Your job is to write out each record exactly, leaving none out.

** Opening Given data block **

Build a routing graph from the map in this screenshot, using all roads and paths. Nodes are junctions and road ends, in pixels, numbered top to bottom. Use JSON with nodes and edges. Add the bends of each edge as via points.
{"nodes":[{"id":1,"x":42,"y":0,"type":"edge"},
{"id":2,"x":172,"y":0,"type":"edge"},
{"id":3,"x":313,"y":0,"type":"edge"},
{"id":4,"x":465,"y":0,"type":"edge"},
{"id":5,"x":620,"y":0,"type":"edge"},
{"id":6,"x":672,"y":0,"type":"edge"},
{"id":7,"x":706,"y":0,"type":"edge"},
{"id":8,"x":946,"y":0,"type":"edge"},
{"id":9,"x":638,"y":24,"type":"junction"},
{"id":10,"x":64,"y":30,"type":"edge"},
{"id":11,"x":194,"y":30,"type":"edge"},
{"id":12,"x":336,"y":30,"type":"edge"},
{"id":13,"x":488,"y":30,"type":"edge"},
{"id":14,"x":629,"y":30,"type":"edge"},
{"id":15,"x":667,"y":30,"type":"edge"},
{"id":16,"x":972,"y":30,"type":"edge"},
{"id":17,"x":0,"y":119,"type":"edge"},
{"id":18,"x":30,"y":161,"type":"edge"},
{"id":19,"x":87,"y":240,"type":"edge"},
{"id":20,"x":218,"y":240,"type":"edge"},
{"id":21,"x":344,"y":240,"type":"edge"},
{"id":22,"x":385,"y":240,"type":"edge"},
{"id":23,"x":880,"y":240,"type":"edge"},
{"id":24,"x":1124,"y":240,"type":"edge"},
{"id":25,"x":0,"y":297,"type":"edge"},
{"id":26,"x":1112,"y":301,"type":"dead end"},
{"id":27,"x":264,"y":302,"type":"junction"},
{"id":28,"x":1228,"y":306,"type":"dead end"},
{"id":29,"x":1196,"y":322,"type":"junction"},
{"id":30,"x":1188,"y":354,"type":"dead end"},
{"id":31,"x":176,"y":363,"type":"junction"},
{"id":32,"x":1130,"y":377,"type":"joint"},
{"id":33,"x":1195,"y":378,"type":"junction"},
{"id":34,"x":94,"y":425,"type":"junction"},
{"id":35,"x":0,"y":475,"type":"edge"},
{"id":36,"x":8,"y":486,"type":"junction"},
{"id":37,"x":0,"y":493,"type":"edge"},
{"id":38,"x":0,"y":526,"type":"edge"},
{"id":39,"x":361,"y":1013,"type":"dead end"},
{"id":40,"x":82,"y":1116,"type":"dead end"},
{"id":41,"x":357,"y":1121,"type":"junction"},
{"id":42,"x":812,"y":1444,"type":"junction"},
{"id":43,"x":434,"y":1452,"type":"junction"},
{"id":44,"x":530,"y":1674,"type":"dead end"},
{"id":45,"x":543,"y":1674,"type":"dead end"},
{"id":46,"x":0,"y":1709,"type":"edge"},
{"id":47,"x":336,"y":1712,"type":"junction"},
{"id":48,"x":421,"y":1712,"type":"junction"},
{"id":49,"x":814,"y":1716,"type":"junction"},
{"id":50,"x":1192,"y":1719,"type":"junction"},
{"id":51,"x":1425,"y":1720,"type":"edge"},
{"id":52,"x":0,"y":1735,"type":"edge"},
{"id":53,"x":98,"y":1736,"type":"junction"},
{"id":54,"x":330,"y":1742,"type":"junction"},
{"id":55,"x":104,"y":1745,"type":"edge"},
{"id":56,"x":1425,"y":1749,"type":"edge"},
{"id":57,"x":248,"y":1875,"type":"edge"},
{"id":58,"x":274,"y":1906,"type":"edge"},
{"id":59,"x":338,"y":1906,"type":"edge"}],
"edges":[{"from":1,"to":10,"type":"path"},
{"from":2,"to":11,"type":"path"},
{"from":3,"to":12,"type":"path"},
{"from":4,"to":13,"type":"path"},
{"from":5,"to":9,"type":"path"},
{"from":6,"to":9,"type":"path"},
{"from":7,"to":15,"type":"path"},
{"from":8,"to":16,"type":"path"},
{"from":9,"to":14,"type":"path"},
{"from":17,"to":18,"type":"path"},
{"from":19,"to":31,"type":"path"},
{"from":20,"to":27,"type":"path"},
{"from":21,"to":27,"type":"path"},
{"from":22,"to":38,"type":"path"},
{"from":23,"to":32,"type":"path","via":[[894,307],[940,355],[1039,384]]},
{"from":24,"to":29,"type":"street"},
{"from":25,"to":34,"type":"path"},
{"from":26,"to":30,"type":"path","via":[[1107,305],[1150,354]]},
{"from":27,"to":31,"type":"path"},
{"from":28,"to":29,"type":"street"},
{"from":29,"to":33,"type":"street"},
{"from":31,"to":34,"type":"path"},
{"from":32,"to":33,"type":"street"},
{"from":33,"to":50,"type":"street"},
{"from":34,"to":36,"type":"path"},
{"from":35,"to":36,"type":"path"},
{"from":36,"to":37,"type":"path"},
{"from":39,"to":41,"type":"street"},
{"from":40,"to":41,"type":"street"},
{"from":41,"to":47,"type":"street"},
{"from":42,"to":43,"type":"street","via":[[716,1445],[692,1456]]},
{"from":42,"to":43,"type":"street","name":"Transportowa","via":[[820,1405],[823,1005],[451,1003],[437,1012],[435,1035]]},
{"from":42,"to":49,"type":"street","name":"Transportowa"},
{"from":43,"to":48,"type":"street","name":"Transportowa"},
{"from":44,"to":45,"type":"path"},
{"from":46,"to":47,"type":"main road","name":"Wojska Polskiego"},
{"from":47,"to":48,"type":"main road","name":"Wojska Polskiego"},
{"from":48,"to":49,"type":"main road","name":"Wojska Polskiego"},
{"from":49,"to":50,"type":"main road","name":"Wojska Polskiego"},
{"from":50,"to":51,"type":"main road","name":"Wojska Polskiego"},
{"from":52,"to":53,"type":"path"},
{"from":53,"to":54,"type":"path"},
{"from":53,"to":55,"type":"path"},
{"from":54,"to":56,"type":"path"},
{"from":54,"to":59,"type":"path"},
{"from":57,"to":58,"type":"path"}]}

** Closing Given data block **

## Response to the exercise
Build a routing graph from the map in this screenshot, using all roads and paths. Nodes are junctions and road ends, in pixels, numbered top to bottom. Use JSON with nodes and edges. Add the bends of each edge as via points.
{"nodes":[{"id":1,"x":42,"y":0,"type":"edge"},
{"id":2,"x":172,"y":0,"type":"edge"},
{"id":3,"x":313,"y":0,"type":"edge"},
{"id":4,"x":465,"y":0,"type":"edge"},
{"id":5,"x":620,"y":0,"type":"edge"},
{"id":6,"x":672,"y":0,"type":"edge"},
{"id":7,"x":706,"y":0,"type":"edge"},
{"id":8,"x":946,"y":0,"type":"edge"},
{"id":9,"x":638,"y":24,"type":"junction"},
{"id":10,"x":64,"y":30,"type":"edge"},
{"id":11,"x":194,"y":30,"type":"edge"},
{"id":12,"x":336,"y":30,"type":"edge"},
{"id":13,"x":488,"y":30,"type":"edge"},
{"id":14,"x":629,"y":30,"type":"edge"},
{"id":15,"x":667,"y":30,"type":"edge"},
{"id":16,"x":972,"y":30,"type":"edge"},
{"id":17,"x":0,"y":119,"type":"edge"},
{"id":18,"x":30,"y":161,"type":"edge"},
{"id":19,"x":87,"y":240,"type":"edge"},
{"id":20,"x":218,"y":240,"type":"edge"},
{"id":21,"x":344,"y":240,"type":"edge"},
{"id":22,"x":385,"y":240,"type":"edge"},
{"id":23,"x":880,"y":240,"type":"edge"},
{"id":24,"x":1124,"y":240,"type":"edge"},
{"id":25,"x":0,"y":297,"type":"edge"},
{"id":26,"x":1112,"y":301,"type":"dead end"},
{"id":27,"x":264,"y":302,"type":"junction"},
{"id":28,"x":1228,"y":306,"type":"dead end"},
{"id":29,"x":1196,"y":322,"type":"junction"},
{"id":30,"x":1188,"y":354,"type":"dead end"},
{"id":31,"x":176,"y":363,"type":"junction"},
{"id":32,"x":1130,"y":377,"type":"joint"},
{"id":33,"x":1195,"y":378,"type":"junction"},
{"id":34,"x":94,"y":425,"type":"junction"},
{"id":35,"x":0,"y":475,"type":"edge"},
{"id":36,"x":8,"y":486,"type":"junction"},
{"id":37,"x":0,"y":493,"type":"edge"},
{"id":38,"x":0,"y":526,"type":"edge"},
{"id":39,"x":361,"y":1013,"type":"dead end"},
{"id":40,"x":82,"y":1116,"type":"dead end"},
{"id":41,"x":357,"y":1121,"type":"junction"},
{"id":42,"x":812,"y":1444,"type":"junction"},
{"id":43,"x":434,"y":1452,"type":"junction"},
{"id":44,"x":530,"y":1674,"type":"dead end"},
{"id":45,"x":543,"y":1674,"type":"dead end"},
{"id":46,"x":0,"y":1709,"type":"edge"},
{"id":47,"x":336,"y":1712,"type":"junction"},
{"id":48,"x":421,"y":1712,"type":"junction"},
{"id":49,"x":814,"y":1716,"type":"junction"},
{"id":50,"x":1192,"y":1719,"type":"junction"},
{"id":51,"x":1425,"y":1720,"type":"edge"},
{"id":52,"x":0,"y":1735,"type":"edge"},
{"id":53,"x":98,"y":1736,"type":"junction"},
{"id":54,"x":330,"y":1742,"type":"junction"},
{"id":55,"x":104,"y":1745,"type":"edge"},
{"id":56,"x":1425,"y":1749,"type":"edge"},
{"id":57,"x":248,"y":1875,"type":"edge"},
{"id":58,"x":274,"y":1906,"type":"edge"},
{"id":59,"x":338,"y":1906,"type":"edge"}],
"edges":[{"from":1,"to":10,"type":"path"},
{"from":2,"to":11,"type":"path"},
{"from":3,"to":12,"type":"path"},
{"from":4,"to":13,"type":"path"},
{"from":5,"to":9,"type":"path"},
{"from":6,"to":9,"type":"path"},
{"from":7,"to":15,"type":"path"},
{"from":8,"to":16,"type":"path"},
{"from":9,"to":14,"type":"path"},
{"from":17,"to":18,"type":"path"},
{"from":19,"to":31,"type":"path"},
{"from":20,"to":27,"type":"path"},
{"from":21,"to":27,"type":"path"},
{"from":22,"to":38,"type":"path"},
{"from":23,"to":32,"type":"path","via":[[894,307],[940,355],[1039,384]]},
{"from":24,"to":29,"type":"street"},
{"from":25,"to":34,"type":"path"},
{"from":26,"to":30,"type":"path","via":[[1107,305],[1150,354]]},
{"from":27,"to":31,"type":"path"},
{"from":28,"to":29,"type":"street"},
{"from":29,"to":33,"type":"street"},
{"from":31,"to":34,"type":"path"},
{"from":32,"to":33,"type":"street"},
{"from":33,"to":50,"type":"street"},
{"from":34,"to":36,"type":"path"},
{"from":35,"to":36,"type":"path"},
{"from":36,"to":37,"type":"path"},
{"from":39,"to":41,"type":"street"},
{"from":40,"to":41,"type":"street"},
{"from":41,"to":47,"type":"street"},
{"from":42,"to":43,"type":"street","via":[[716,1445],[692,1456]]},
{"from":42,"to":43,"type":"street","name":"Transportowa","via":[[820,1405],[823,1005],[451,1003],[437,1012],[435,1035]]},
{"from":42,"to":49,"type":"street","name":"Transportowa"},
{"from":43,"to":48,"type":"street","name":"Transportowa"},
{"from":44,"to":45,"type":"path"},
{"from":46,"to":47,"type":"main road","name":"Wojska Polskiego"},
{"from":47,"to":48,"type":"main road","name":"Wojska Polskiego"},
{"from":48,"to":49,"type":"main road","name":"Wojska Polskiego"},
{"from":49,"to":50,"type":"main road","name":"Wojska Polskiego"},
{"from":50,"to":51,"type":"main road","name":"Wojska Polskiego"},
{"from":52,"to":53,"type":"path"},
{"from":53,"to":54,"type":"path"},
{"from":53,"to":55,"type":"path"},
{"from":54,"to":56,"type":"path"},
{"from":54,"to":59,"type":"path"},
{"from":57,"to":58,"type":"path"}]}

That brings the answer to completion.